The companies selling the most successful life/LTC combination offerings have recognized this. However, a review of the history suggests staying power was needed to achieve the desired focus.
That focus was, perhaps surprisingly, on positioning the combination product as an alternative to the client’s risk-free holdings or close-to-risk-free holdings, and then as an alternative to more conventional LTC policies. This was critical, because it enabled wirehouse and regional broker-dealer representatives and bank representatives to sell the policies in meaningful quantities. The policy was an offering consistent with their role as financial advisors.
Given that the products could address a critical objection to stand-alone insurance policies–i.e., that they were “use it or lose it” vehicles–it is no surprise that the combo vehicles became significantly successful. (Note: Recent life and LTC offerings have achieved considerable market penetration, according to industry statistics.)
Now, with the PPA, there is impetus for combination business in several areas. These include:
1. The concept of qualified LTC insurance is now extended to riders within annuities as well as life insurance contracts.

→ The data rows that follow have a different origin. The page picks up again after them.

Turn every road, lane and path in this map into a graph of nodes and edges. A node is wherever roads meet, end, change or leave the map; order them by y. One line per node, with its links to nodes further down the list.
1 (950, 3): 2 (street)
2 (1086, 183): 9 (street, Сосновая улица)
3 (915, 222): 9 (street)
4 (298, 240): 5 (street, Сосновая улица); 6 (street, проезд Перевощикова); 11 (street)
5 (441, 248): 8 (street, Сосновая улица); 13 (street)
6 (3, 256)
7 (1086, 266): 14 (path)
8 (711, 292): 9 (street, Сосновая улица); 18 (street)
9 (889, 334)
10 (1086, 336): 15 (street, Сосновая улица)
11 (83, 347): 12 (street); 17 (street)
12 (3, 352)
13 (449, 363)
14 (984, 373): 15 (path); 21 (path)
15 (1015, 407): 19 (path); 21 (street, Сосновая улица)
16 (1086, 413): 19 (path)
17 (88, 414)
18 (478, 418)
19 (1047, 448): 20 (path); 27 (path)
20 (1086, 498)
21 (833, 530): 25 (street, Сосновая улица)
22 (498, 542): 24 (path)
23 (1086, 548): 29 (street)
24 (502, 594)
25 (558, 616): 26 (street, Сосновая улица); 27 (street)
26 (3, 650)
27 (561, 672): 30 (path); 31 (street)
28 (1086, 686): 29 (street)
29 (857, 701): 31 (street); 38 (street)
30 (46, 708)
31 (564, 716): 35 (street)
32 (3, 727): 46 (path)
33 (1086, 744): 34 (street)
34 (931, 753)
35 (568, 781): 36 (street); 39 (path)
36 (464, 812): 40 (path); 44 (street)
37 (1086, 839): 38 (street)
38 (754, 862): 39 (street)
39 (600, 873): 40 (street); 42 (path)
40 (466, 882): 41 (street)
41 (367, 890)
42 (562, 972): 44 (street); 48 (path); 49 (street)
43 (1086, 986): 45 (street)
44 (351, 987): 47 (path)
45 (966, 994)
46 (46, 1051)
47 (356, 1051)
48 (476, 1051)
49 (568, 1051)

2. If a rider is a qualified LTC insurance contract, accelerated or other LTC benefits are generally received income tax-free. (As is often the case, there is devil in the details, so precise contract provisions, wording, and administration are essential.) Thus, accelerating the benefits of a life contract has the same tax implications to the insured as the life benefits.
3. Because accelerated benefits from a combination annuity or life contract are paid earlier than they would be in the absence of such a provision, the benefits have a cost to them. Hugely important, then, is the PPA’s provision that charges against annuity or life insurance account or cash values are not considered distributions that result in taxable income, even if the distributions are paid from underlying contract gains. Of course, this is significant for annuity contracts, as it is brand new, but even for life contracts this is a substantial improvement over previous tax law. Now, providing 1099s for such charges are a thing of the past.
4.While the law seemingly becomes effective in 2010, there are in fact critical opportunities that are better served by early product development.